The Role of Coupled North Pacific Atmosphere–Ocean Interactions in Impacts of Tibetan Plateau Snow Anomalies on the Northern Hemisphere Winter Atmospheric Circulation
Previous studies indicate observed influences of autumn and winter Tibetan Plateau (TP) snow-cover anomalies on the winter Pacific–North American (PNA) teleconnection. This study simulates atmospheric and oceanic responses to persistent autumn–winter TP snow forcing using an atmospheric general circulation model (AGCM) and a coupled atmospheric-oceanic general circulation model (AOGCM), and quantifies the role of atmosphere–ocean interactions over North Pacific in TP snow effects. The AOGCM experiment induces a stronger and more realistic remote PNA response to heavy TP snow anomalies, and also a significant winter horseshoe-like North Pacific sea surface temperature (SST) pattern resulting from an anomalous equivalent barotropic cyclone, or a strengthened Aleutian low, with associated cyclonic wind stress anomalies.

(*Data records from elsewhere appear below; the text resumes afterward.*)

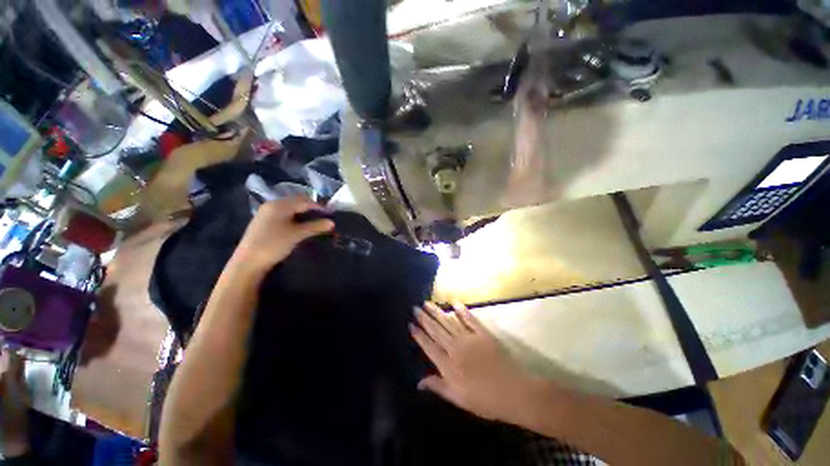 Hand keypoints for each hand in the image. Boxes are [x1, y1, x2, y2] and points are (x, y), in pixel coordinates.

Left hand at [232, 197, 333, 275]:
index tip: (330, 213)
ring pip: (290, 209)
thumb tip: (332, 222)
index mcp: (279, 205)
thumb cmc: (274, 245)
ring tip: (315, 221)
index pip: (304, 200)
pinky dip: (295, 218)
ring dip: (303, 213)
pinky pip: (284, 215)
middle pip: (296, 203)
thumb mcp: (297, 235)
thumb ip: (315, 226)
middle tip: (324, 217)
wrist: (248, 263)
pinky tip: (300, 226)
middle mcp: (272, 205)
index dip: (318, 206)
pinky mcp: (264, 223)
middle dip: (311, 208)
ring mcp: (266, 214)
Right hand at [410, 302, 541, 424]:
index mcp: (448, 365)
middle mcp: (456, 348)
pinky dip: (462, 311)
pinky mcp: (483, 334)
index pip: (429, 347)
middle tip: (415, 308)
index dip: (419, 335)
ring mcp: (469, 339)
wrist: (512, 392)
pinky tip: (455, 303)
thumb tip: (419, 382)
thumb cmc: (484, 400)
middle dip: (425, 319)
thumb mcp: (458, 399)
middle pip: (437, 331)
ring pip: (449, 322)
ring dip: (437, 312)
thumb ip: (438, 386)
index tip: (411, 324)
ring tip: (427, 303)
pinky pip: (470, 320) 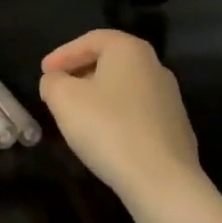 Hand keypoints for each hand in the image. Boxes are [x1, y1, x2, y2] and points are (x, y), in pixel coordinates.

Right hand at [39, 29, 201, 205]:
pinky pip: (137, 113)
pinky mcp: (177, 129)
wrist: (162, 181)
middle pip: (110, 62)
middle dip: (80, 73)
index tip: (44, 71)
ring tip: (77, 116)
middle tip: (58, 90)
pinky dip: (116, 117)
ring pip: (124, 88)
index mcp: (130, 50)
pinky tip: (104, 137)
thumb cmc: (107, 127)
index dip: (63, 54)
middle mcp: (155, 67)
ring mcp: (170, 99)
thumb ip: (52, 82)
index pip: (91, 40)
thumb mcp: (62, 98)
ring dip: (98, 96)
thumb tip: (56, 81) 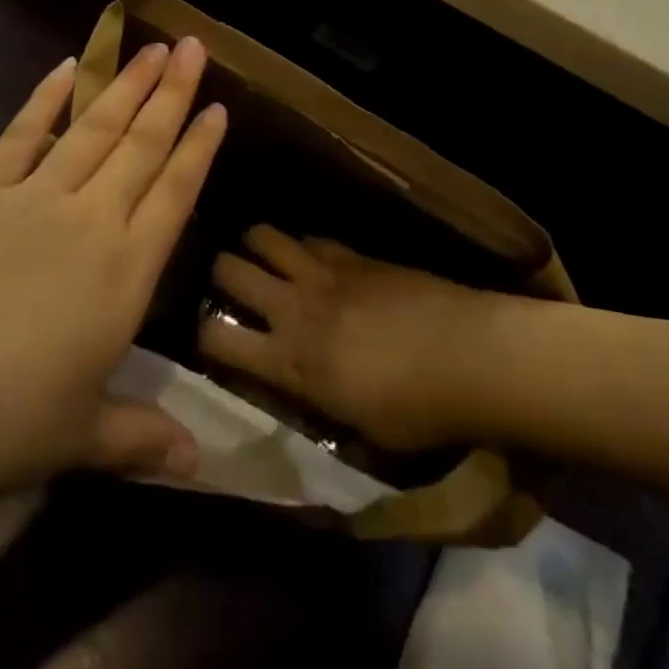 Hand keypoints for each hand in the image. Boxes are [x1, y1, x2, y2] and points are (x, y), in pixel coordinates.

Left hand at [0, 39, 226, 528]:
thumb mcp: (80, 438)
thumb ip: (141, 438)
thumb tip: (199, 465)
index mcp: (124, 272)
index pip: (176, 193)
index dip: (200, 147)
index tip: (219, 104)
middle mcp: (88, 220)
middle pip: (141, 143)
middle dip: (171, 91)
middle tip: (191, 43)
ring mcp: (31, 198)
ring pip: (92, 127)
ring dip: (123, 84)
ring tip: (148, 45)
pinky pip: (20, 134)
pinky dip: (44, 99)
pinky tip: (64, 67)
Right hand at [197, 227, 490, 452]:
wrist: (467, 355)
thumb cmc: (417, 411)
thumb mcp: (358, 432)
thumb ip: (318, 405)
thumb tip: (302, 393)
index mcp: (290, 362)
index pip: (216, 338)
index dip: (200, 334)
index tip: (204, 336)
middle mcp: (293, 308)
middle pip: (228, 270)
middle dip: (218, 274)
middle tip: (226, 285)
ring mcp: (322, 273)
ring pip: (262, 236)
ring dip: (253, 245)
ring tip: (258, 257)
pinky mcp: (352, 254)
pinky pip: (309, 238)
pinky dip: (300, 245)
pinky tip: (310, 258)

The horseshoe-like SST anomaly pattern is used as boundary forcing (without prescribed heavy TP snow) in another AOGCM experiment, which simulates an enhanced winter Aleutian low and a PNA-like response similar to the original AOGCM responses, indicating that that the direct Pacific–North American atmospheric response to persistent TP snow forcing in the AGCM is amplified in the AOGCM by the North Pacific midlatitude atmosphere–ocean interactions. This suggests that the mechanisms of the winter PNA responses to TP snow forcing involve dynamical atmospheric processes such as horizontal propagation of Rossby wave energy and transient eddy feedbacks, and also North Pacific atmosphere–ocean interactions, which provide a positive feedback on the development of the remote PNA teleconnection.